Standard for metric fasteners

ISO 898 is an international standard that defines mechanical and physical properties for metric fasteners. This standard is the origin for other standards that define properties for similar metric fasteners, such as SAE J1199 and ASTM F568M. It is divided into five (nonconsecutive) parts:

1. Bolts, screws and studs with specified property classes - Coarse thread and fine pitch thread

2. Nuts with specified proof load values - Coarse thread

3. Flat washers with specified property classes

5. Set screws and similar threaded fasteners not under tensile stresses

6. (Now withdrawn) Nuts with specified proof load values - Fine pitch thread

7. Torsional test and minimum torques for bolts and screws with nominal diameters 1 mm to 10 mm

With exception to part 7, which defines test standards, the parts of this standard define properties for fasteners made of carbon steel and alloy steel. The standards define that the testing must be performed at ambient temperatures, which is defined as between 10 and 35 C. The standards do not cover fasteners that would otherwise apply but require special properties, such as weldability or corrosion resistance.

==Part 1: Bolts, screws and studs with specified property classes – Coarse thread and fine pitch thread==
Part 1 defines the mechanical properties of bolts, screws, and studs. It specifically applies to fasteners that have an ISO metric screw thread as defined in ISO 68-1. The properties are defined for M1.6-39 with coarse threads and M8-39 with fine threads. The diameter and pitch combinations must adhere to ISO 261 and ISO 262 and the thread tolerances must adhere to ISO 965 parts 1, 2, and 4.

Part 1 does not specify properties for fasteners that have head geometries that reduce the shear strength of the fastener, such as low head screws and countersunk heads. It also excludes set screws, which are covered under part 5.

==Part 2: Nuts with specified proof load values – Coarse thread==
Part 2 defines the mechanical properties for coarse threaded nuts up to an M39 size and a height of at least half the nominal diameter.

== Part 3: Flat washers with specified property classes ==
Part 3 defines the mechanical and physical properties of flat washers, designed to be used in bolted joints in combination with other fasteners.

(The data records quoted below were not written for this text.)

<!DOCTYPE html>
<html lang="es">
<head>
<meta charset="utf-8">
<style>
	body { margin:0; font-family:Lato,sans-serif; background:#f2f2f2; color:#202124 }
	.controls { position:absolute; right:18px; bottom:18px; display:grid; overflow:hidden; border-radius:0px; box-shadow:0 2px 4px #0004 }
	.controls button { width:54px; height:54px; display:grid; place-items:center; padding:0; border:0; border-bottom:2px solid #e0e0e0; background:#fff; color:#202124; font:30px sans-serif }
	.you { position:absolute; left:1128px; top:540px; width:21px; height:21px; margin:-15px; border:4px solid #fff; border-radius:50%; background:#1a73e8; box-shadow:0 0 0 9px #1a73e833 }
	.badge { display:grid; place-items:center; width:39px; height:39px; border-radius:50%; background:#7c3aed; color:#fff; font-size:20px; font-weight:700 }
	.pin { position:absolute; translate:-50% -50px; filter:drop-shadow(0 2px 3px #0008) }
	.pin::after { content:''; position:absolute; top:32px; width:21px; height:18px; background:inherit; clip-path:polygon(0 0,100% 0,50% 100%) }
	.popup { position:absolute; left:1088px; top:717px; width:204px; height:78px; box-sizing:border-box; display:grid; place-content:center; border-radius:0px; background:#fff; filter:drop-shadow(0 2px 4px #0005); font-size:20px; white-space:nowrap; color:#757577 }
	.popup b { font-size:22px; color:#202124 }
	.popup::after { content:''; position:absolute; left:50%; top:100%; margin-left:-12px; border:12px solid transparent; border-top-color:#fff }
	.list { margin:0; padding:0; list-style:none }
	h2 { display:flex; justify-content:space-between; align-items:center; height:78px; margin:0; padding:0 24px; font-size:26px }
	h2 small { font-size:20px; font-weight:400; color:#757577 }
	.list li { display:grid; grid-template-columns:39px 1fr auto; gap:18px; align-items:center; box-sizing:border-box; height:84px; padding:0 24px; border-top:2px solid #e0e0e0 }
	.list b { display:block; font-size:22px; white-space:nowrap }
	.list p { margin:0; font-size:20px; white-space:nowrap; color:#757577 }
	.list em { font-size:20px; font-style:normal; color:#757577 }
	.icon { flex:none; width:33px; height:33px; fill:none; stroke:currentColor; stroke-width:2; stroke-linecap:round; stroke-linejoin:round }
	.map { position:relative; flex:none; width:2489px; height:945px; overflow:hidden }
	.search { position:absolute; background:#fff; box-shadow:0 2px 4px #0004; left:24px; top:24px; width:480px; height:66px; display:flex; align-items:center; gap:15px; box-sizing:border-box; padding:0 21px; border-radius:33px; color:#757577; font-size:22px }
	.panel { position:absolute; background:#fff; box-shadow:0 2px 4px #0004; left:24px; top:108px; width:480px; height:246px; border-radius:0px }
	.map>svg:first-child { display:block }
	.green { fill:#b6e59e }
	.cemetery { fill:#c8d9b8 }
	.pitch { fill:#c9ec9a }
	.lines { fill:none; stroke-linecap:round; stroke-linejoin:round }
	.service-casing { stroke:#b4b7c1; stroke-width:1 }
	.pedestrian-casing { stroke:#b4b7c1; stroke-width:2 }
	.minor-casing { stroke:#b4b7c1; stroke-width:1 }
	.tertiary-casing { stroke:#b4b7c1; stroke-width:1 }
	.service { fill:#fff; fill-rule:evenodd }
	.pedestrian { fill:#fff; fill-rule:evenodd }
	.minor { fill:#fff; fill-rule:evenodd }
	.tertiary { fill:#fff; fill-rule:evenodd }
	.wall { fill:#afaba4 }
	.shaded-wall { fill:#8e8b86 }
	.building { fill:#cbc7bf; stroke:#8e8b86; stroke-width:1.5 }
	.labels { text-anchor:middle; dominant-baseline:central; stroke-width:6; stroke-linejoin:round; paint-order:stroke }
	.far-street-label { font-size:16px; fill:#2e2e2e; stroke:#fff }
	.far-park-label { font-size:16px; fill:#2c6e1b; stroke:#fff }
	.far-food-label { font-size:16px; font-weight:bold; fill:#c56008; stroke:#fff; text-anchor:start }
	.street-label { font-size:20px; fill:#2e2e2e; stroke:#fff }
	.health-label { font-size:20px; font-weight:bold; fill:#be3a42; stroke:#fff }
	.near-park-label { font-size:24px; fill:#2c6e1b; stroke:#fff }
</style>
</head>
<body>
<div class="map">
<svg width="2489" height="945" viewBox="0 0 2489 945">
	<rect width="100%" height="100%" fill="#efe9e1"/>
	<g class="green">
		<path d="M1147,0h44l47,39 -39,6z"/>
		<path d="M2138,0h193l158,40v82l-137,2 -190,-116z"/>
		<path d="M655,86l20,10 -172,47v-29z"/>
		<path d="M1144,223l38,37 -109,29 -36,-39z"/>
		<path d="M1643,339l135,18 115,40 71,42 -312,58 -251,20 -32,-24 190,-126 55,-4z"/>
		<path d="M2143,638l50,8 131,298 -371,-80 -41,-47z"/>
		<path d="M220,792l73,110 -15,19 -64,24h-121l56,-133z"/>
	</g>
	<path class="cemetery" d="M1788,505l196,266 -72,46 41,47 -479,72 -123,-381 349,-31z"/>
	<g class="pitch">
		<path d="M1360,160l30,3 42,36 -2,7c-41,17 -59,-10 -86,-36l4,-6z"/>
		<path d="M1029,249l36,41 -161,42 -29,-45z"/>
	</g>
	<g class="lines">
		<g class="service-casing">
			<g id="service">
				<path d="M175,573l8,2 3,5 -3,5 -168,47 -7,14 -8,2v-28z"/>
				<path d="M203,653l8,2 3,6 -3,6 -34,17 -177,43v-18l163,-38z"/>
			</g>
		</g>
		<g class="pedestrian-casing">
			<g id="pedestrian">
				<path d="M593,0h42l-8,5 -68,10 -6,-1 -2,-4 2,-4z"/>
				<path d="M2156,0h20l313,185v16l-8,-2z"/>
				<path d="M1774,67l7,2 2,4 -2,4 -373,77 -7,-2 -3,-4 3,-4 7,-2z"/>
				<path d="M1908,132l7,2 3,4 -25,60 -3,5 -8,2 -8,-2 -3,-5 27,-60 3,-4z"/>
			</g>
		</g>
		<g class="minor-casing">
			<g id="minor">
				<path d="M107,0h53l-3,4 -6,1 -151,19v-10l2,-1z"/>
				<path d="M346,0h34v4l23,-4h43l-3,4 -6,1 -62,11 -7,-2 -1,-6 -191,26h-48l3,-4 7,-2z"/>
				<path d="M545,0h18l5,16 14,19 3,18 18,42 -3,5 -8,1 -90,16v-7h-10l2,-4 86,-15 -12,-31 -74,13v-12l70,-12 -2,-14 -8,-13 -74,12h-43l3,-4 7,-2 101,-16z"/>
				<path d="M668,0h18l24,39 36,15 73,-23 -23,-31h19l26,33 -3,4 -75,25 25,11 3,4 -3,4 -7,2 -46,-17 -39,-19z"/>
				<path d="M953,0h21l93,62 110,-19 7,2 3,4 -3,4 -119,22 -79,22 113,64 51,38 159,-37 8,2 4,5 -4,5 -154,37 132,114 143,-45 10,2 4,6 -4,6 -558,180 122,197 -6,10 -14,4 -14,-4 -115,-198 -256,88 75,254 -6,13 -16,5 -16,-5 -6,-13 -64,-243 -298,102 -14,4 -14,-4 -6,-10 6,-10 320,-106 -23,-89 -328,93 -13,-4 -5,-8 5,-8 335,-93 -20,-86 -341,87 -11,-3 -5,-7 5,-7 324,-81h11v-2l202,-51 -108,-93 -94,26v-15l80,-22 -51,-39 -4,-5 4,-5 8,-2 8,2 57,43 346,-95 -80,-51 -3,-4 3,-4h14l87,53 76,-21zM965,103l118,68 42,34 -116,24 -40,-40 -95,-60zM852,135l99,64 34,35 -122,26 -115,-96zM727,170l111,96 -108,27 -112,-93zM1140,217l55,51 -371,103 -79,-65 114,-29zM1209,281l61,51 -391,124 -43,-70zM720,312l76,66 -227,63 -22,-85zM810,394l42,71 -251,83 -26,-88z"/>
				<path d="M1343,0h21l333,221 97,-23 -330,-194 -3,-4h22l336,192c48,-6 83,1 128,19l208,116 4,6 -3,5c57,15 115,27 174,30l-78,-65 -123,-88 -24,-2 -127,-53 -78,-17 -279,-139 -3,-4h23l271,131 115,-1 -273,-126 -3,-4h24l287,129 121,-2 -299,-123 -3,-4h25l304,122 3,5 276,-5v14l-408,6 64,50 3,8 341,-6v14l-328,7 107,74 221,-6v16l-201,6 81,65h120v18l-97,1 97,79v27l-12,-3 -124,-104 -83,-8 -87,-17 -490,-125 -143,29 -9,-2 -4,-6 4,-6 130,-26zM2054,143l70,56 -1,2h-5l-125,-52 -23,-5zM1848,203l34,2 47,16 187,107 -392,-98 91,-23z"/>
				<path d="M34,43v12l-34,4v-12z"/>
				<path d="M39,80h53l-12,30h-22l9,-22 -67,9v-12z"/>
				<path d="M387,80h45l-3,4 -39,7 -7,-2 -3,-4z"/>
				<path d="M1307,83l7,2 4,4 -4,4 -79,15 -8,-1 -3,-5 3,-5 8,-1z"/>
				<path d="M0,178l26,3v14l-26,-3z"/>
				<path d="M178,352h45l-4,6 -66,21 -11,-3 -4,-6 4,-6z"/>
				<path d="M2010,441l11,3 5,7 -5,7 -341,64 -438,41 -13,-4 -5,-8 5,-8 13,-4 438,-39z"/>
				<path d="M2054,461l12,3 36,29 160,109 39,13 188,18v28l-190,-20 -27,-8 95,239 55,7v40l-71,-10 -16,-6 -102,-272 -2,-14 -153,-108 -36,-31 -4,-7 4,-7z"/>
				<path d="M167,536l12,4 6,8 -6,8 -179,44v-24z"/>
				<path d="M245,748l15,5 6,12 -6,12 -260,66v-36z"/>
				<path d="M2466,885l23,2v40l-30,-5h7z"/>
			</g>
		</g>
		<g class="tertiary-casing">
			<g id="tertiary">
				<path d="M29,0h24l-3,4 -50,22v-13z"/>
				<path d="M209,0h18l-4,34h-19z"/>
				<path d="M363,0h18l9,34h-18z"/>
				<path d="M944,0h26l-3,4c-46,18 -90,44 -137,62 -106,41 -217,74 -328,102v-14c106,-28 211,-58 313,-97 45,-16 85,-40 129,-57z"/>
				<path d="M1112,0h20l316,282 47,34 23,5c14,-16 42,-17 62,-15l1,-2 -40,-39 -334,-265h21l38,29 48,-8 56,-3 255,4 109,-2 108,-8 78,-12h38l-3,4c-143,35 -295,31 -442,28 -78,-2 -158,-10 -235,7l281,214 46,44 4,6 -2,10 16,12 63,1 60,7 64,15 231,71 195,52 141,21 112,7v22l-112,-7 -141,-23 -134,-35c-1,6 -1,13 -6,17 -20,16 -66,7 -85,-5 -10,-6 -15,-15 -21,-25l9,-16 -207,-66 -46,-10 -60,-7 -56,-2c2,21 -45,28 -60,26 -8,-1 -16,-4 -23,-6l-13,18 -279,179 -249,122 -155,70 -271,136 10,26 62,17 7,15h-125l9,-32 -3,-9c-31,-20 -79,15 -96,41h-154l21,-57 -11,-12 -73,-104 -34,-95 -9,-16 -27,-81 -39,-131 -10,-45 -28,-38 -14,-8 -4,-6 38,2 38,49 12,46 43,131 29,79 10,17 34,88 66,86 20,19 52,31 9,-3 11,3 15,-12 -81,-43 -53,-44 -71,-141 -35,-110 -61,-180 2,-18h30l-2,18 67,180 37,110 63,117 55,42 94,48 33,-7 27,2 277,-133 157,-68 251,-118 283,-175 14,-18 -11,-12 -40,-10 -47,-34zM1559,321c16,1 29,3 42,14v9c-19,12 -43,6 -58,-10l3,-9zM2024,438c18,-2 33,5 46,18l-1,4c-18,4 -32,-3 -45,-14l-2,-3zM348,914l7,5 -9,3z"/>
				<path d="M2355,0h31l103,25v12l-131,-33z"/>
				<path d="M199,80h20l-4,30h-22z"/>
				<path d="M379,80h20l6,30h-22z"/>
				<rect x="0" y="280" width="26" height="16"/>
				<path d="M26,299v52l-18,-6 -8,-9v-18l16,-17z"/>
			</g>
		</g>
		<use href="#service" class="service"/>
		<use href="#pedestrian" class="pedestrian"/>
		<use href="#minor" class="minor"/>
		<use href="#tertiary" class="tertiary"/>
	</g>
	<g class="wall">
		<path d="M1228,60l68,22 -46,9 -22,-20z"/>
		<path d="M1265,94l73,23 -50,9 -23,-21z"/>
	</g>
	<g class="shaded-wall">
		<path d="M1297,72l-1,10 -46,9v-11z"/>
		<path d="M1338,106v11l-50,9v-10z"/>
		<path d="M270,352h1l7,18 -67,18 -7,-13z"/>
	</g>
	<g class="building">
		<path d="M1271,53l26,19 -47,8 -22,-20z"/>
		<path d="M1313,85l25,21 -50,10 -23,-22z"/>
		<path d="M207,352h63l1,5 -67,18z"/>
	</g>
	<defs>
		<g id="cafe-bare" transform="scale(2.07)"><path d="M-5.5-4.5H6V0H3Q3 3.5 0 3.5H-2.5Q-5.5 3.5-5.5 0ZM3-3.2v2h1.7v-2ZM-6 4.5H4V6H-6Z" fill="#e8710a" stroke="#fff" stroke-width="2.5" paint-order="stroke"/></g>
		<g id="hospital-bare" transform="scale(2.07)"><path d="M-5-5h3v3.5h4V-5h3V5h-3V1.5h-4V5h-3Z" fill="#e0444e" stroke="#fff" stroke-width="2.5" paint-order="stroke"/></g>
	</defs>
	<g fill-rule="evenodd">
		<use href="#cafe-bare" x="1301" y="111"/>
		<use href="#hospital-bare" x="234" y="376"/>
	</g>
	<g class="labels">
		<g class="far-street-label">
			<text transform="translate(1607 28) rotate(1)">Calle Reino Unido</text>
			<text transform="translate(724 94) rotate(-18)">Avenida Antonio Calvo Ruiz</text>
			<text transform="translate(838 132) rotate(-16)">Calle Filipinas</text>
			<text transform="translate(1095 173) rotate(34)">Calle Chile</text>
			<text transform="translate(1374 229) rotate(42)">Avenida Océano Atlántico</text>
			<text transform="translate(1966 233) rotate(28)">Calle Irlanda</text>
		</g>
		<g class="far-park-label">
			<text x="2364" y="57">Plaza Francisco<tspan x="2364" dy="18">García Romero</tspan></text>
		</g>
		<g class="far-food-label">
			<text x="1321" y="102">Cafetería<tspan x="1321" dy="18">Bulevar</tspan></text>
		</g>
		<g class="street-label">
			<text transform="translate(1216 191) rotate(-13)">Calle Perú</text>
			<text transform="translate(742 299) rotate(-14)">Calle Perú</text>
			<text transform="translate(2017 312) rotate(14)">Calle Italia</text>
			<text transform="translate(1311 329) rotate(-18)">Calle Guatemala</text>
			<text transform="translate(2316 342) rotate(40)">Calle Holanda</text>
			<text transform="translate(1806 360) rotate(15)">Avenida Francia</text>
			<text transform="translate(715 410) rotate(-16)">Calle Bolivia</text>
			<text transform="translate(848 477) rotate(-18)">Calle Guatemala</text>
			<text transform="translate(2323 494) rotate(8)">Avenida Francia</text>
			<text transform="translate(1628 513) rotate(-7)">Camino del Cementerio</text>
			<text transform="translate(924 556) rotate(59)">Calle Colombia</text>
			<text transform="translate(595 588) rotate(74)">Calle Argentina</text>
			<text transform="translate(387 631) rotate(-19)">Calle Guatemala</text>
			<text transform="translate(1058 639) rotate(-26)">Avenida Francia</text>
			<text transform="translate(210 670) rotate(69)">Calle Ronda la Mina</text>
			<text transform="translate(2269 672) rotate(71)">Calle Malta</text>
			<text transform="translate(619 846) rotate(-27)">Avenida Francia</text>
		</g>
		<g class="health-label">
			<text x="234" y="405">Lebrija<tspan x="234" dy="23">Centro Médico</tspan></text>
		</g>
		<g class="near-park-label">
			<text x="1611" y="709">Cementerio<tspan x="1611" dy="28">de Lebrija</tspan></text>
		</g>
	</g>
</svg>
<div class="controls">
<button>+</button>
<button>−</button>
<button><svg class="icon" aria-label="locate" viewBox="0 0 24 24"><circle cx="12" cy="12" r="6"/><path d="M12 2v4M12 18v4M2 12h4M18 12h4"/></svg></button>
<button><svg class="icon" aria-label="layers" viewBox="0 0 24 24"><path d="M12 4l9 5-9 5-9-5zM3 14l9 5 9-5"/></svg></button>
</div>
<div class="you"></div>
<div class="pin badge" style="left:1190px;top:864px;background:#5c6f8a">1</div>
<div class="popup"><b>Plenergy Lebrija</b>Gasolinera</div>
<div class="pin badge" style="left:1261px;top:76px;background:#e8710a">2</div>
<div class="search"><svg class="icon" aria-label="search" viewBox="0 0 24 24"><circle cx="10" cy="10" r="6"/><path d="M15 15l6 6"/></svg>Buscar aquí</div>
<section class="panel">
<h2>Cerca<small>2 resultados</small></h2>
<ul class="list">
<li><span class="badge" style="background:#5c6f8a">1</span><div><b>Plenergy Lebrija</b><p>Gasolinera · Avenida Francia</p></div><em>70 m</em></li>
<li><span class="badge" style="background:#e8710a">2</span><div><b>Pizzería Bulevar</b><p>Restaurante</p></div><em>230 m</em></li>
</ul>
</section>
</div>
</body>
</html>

==Part 5: Set screws and similar threaded fasteners not under tensile stresses==
Part 5 defines the mechanical properties for set screws and other fasteners not under tensile stresses. It defines properties for sizes M1.6 through M24.

==Part 6: Nuts with specified proof load values – Fine pitch thread==
Part 6 has been withdrawn as of 20212 and been replaced by ISO 898-2:2012. It used to be same as part 2 except for fine threaded nuts that range from M8 to M39. Note that the working temperature range for these fasteners is -50 to 300 C

==Part 7: Torsional test and minimum torques for bolts and screws with nominal diameters 1 mm to 10 mm==
Part 7 defines how to perform torsional tests on bolts and screws that have a nominal diameter less than or equal to 10 mm. This standard only applies to short screws and bolts with a nominal diameter between 3 and 10 mm.